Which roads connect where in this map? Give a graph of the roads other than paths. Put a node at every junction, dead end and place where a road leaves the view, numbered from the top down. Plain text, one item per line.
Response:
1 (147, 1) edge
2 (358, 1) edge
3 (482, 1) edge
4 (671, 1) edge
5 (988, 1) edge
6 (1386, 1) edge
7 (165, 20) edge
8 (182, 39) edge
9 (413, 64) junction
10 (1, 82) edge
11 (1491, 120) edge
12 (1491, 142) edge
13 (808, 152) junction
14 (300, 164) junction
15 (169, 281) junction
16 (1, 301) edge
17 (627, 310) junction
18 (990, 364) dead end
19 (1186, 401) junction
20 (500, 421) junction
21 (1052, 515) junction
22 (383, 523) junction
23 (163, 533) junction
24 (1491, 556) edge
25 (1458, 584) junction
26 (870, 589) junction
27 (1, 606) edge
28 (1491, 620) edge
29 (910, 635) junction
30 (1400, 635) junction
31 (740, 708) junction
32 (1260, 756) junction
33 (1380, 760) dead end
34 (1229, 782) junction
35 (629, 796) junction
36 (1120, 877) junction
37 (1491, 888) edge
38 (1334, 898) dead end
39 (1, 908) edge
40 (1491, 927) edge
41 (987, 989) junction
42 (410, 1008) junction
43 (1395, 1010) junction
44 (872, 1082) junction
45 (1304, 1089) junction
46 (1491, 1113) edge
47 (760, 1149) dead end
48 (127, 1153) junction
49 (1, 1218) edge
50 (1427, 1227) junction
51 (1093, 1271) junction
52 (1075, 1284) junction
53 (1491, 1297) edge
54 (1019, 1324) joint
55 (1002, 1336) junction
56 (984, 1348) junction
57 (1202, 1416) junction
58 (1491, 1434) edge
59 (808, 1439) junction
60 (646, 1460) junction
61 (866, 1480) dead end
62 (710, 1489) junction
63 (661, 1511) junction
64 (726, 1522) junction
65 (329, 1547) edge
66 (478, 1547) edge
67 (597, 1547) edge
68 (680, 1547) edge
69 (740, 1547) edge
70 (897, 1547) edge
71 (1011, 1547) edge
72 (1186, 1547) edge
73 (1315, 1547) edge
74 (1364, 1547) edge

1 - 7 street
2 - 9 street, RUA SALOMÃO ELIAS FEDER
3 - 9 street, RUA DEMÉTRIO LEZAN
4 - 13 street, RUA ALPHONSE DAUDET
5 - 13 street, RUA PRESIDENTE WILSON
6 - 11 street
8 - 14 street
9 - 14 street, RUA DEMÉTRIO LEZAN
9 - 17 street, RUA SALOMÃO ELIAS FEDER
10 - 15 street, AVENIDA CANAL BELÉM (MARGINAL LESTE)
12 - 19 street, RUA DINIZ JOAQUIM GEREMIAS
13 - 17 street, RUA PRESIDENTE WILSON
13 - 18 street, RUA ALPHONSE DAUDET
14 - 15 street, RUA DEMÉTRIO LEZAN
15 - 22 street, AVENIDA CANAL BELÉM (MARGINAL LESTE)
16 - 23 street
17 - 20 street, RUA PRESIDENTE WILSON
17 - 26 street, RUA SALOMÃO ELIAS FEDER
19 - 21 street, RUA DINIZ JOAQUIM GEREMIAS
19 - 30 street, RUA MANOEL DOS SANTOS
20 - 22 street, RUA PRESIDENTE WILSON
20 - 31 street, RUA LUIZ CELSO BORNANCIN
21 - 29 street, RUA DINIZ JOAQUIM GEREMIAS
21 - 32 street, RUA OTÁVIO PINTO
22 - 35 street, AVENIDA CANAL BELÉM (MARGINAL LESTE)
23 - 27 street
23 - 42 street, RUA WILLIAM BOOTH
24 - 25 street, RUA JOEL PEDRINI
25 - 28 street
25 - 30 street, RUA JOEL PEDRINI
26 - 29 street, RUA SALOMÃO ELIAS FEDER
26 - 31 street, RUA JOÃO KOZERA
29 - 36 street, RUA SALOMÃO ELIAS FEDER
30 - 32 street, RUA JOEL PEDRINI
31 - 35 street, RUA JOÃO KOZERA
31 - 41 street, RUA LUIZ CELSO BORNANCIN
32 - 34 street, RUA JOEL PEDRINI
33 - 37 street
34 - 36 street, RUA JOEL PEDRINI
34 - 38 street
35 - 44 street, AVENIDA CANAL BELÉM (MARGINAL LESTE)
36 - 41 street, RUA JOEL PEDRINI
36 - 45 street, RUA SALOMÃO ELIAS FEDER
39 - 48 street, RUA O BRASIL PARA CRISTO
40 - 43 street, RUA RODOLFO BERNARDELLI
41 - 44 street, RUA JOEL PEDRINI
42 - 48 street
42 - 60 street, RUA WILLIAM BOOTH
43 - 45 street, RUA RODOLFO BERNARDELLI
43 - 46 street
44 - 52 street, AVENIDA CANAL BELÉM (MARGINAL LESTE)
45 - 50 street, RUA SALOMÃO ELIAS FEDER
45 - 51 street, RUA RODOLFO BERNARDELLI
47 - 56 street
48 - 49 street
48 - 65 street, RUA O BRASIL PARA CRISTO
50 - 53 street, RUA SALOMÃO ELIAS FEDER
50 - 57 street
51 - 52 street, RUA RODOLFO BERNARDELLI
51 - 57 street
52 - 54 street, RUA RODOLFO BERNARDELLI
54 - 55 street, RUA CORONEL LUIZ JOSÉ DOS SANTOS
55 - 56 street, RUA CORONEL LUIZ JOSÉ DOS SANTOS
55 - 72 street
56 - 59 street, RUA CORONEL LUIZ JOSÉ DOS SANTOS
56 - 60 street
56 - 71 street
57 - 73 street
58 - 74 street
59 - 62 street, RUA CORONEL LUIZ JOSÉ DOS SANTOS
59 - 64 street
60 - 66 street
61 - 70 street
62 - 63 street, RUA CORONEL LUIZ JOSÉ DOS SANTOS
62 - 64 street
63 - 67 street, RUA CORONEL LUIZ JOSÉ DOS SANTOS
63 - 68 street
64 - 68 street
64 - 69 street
---
Work order =>
Word for word, the whole listing should be given again.

Response to the exercise =>
Which roads connect where in this map? Give a graph of the roads other than paths. Put a node at every junction, dead end and place where a road leaves the view, numbered from the top down. Plain text, one item per line.
Response:
1 (147, 1) edge
2 (358, 1) edge
3 (482, 1) edge
4 (671, 1) edge
5 (988, 1) edge
6 (1386, 1) edge
7 (165, 20) edge
8 (182, 39) edge
9 (413, 64) junction
10 (1, 82) edge
11 (1491, 120) edge
12 (1491, 142) edge
13 (808, 152) junction
14 (300, 164) junction
15 (169, 281) junction
16 (1, 301) edge
17 (627, 310) junction
18 (990, 364) dead end
19 (1186, 401) junction
20 (500, 421) junction
21 (1052, 515) junction
22 (383, 523) junction
23 (163, 533) junction
24 (1491, 556) edge
25 (1458, 584) junction
26 (870, 589) junction
27 (1, 606) edge
28 (1491, 620) edge
29 (910, 635) junction
30 (1400, 635) junction
31 (740, 708) junction
32 (1260, 756) junction
33 (1380, 760) dead end
34 (1229, 782) junction
35 (629, 796) junction
36 (1120, 877) junction
37 (1491, 888) edge
38 (1334, 898) dead end
39 (1, 908) edge
40 (1491, 927) edge
41 (987, 989) junction
42 (410, 1008) junction
43 (1395, 1010) junction
44 (872, 1082) junction
45 (1304, 1089) junction
46 (1491, 1113) edge
47 (760, 1149) dead end
48 (127, 1153) junction
49 (1, 1218) edge
50 (1427, 1227) junction
51 (1093, 1271) junction
52 (1075, 1284) junction
53 (1491, 1297) edge
54 (1019, 1324) joint
55 (1002, 1336) junction
56 (984, 1348) junction
57 (1202, 1416) junction
58 (1491, 1434) edge
59 (808, 1439) junction
60 (646, 1460) junction
61 (866, 1480) dead end
62 (710, 1489) junction
63 (661, 1511) junction
64 (726, 1522) junction
65 (329, 1547) edge
66 (478, 1547) edge
67 (597, 1547) edge
68 (680, 1547) edge
69 (740, 1547) edge
70 (897, 1547) edge
71 (1011, 1547) edge
72 (1186, 1547) edge
73 (1315, 1547) edge
74 (1364, 1547) edge

1 - 7 street
2 - 9 street, RUA SALOMÃO ELIAS FEDER
3 - 9 street, RUA DEMÉTRIO LEZAN
4 - 13 street, RUA ALPHONSE DAUDET
5 - 13 street, RUA PRESIDENTE WILSON
6 - 11 street
8 - 14 street
9 - 14 street, RUA DEMÉTRIO LEZAN
9 - 17 street, RUA SALOMÃO ELIAS FEDER
10 - 15 street, AVENIDA CANAL BELÉM (MARGINAL LESTE)
12 - 19 street, RUA DINIZ JOAQUIM GEREMIAS
13 - 17 street, RUA PRESIDENTE WILSON
13 - 18 street, RUA ALPHONSE DAUDET
14 - 15 street, RUA DEMÉTRIO LEZAN
15 - 22 street, AVENIDA CANAL BELÉM (MARGINAL LESTE)
16 - 23 street
17 - 20 street, RUA PRESIDENTE WILSON
17 - 26 street, RUA SALOMÃO ELIAS FEDER
19 - 21 street, RUA DINIZ JOAQUIM GEREMIAS
19 - 30 street, RUA MANOEL DOS SANTOS
20 - 22 street, RUA PRESIDENTE WILSON
20 - 31 street, RUA LUIZ CELSO BORNANCIN
21 - 29 street, RUA DINIZ JOAQUIM GEREMIAS
21 - 32 street, RUA OTÁVIO PINTO
22 - 35 street, AVENIDA CANAL BELÉM (MARGINAL LESTE)
23 - 27 street
23 - 42 street, RUA WILLIAM BOOTH
24 - 25 street, RUA JOEL PEDRINI
25 - 28 street
25 - 30 street, RUA JOEL PEDRINI
26 - 29 street, RUA SALOMÃO ELIAS FEDER
26 - 31 street, RUA JOÃO KOZERA
29 - 36 street, RUA SALOMÃO ELIAS FEDER
30 - 32 street, RUA JOEL PEDRINI
31 - 35 street, RUA JOÃO KOZERA
31 - 41 street, RUA LUIZ CELSO BORNANCIN
32 - 34 street, RUA JOEL PEDRINI
33 - 37 street
34 - 36 street, RUA JOEL PEDRINI
34 - 38 street
35 - 44 street, AVENIDA CANAL BELÉM (MARGINAL LESTE)
36 - 41 street, RUA JOEL PEDRINI
36 - 45 street, RUA SALOMÃO ELIAS FEDER
39 - 48 street, RUA O BRASIL PARA CRISTO
40 - 43 street, RUA RODOLFO BERNARDELLI
41 - 44 street, RUA JOEL PEDRINI
42 - 48 street
42 - 60 street, RUA WILLIAM BOOTH
43 - 45 street, RUA RODOLFO BERNARDELLI
43 - 46 street
44 - 52 street, AVENIDA CANAL BELÉM (MARGINAL LESTE)
45 - 50 street, RUA SALOMÃO ELIAS FEDER
45 - 51 street, RUA RODOLFO BERNARDELLI
47 - 56 street
48 - 49 street
48 - 65 street, RUA O BRASIL PARA CRISTO
50 - 53 street, RUA SALOMÃO ELIAS FEDER
50 - 57 street
51 - 52 street, RUA RODOLFO BERNARDELLI
51 - 57 street
52 - 54 street, RUA RODOLFO BERNARDELLI
54 - 55 street, RUA CORONEL LUIZ JOSÉ DOS SANTOS
55 - 56 street, RUA CORONEL LUIZ JOSÉ DOS SANTOS
55 - 72 street
56 - 59 street, RUA CORONEL LUIZ JOSÉ DOS SANTOS
56 - 60 street
56 - 71 street
57 - 73 street
58 - 74 street
59 - 62 street, RUA CORONEL LUIZ JOSÉ DOS SANTOS
59 - 64 street
60 - 66 street
61 - 70 street
62 - 63 street, RUA CORONEL LUIZ JOSÉ DOS SANTOS
62 - 64 street
63 - 67 street, RUA CORONEL LUIZ JOSÉ DOS SANTOS
63 - 68 street
64 - 68 street
64 - 69 street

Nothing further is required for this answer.